Canadian researchers have said that women who take vitamins containing folic acid before and during pregnancy, appear to significantly cut the risk that their infants will develop three common childhood cancers.
Folic acid is already known to diminish the chance that a child will be born with spina bifida or other neural tube defects, but it may also have powerful effects in preventing some cases of pediatric leukemia, brain tumours and neuroblastoma, the study by researchers at Toronto’s Hospital for Sick Children suggests. Besides, folic acid intake also improves one’s memory capacity.

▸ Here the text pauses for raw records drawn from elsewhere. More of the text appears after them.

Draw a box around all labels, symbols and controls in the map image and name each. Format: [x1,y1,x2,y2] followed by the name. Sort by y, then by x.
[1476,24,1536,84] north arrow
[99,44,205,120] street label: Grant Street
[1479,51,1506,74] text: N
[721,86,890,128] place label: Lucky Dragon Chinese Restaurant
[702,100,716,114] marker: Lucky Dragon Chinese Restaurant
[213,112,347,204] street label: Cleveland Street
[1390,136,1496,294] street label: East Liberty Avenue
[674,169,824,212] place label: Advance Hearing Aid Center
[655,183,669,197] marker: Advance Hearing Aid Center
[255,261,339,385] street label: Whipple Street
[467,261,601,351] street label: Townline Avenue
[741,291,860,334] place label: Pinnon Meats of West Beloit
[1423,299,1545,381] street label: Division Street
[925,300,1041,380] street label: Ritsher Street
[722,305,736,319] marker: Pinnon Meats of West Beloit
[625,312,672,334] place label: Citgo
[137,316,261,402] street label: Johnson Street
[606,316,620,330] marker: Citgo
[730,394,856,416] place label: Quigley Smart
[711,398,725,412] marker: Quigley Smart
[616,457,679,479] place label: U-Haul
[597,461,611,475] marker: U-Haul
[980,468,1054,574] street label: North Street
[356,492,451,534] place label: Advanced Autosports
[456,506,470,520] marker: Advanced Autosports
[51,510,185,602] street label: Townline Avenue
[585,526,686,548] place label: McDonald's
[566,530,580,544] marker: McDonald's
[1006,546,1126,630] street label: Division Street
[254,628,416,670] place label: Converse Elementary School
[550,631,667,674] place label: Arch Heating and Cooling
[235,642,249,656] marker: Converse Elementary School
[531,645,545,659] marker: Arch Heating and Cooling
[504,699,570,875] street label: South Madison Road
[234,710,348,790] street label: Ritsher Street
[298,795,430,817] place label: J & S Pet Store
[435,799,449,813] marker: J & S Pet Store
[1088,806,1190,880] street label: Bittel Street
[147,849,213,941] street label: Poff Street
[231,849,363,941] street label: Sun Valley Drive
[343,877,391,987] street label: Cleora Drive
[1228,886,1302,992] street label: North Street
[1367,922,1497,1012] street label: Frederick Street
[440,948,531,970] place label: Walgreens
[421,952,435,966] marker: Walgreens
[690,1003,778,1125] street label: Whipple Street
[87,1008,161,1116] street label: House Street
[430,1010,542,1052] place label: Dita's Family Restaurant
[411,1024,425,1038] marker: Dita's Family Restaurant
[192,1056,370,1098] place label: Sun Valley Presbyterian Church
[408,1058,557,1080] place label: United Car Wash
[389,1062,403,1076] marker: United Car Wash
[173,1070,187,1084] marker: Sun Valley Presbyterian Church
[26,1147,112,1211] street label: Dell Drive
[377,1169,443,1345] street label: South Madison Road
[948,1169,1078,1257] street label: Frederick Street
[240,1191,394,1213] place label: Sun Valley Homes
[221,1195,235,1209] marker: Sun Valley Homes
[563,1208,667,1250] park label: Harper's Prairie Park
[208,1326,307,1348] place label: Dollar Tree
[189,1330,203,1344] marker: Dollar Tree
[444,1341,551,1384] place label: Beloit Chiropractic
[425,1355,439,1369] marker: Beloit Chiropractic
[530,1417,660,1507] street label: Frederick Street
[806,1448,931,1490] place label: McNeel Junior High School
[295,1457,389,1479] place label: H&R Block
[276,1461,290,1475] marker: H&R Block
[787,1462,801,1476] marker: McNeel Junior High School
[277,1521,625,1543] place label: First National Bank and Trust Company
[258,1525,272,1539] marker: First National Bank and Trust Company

“I think this is another piece of evidence that suggests that prenatal vitamins that include folic acid should be taken by women who plan to become pregnant,” said principal investigator Dr. Gideon Koren, director of the Motherisk Program at Sick Kids. “Because in addition to (neural tube) malformations, it seems to prevent a large proportion of common cancers in young children. This affordable approach could contribute to a significant reduction in the number of childhood cancer cases diagnosed each year, which has huge implications for society at large,” he added.
Leukemia, the most common childhood cancer, accounts for up to 35% of new pediatric cases each year; brain and spinal tumours, the second most common form of cancer, account for 17%; while neuroblastoma, the most prevalent solid tumour that occurs outside of the brain in children under age five, affects one in every 6,000 to 7,000 children in North America.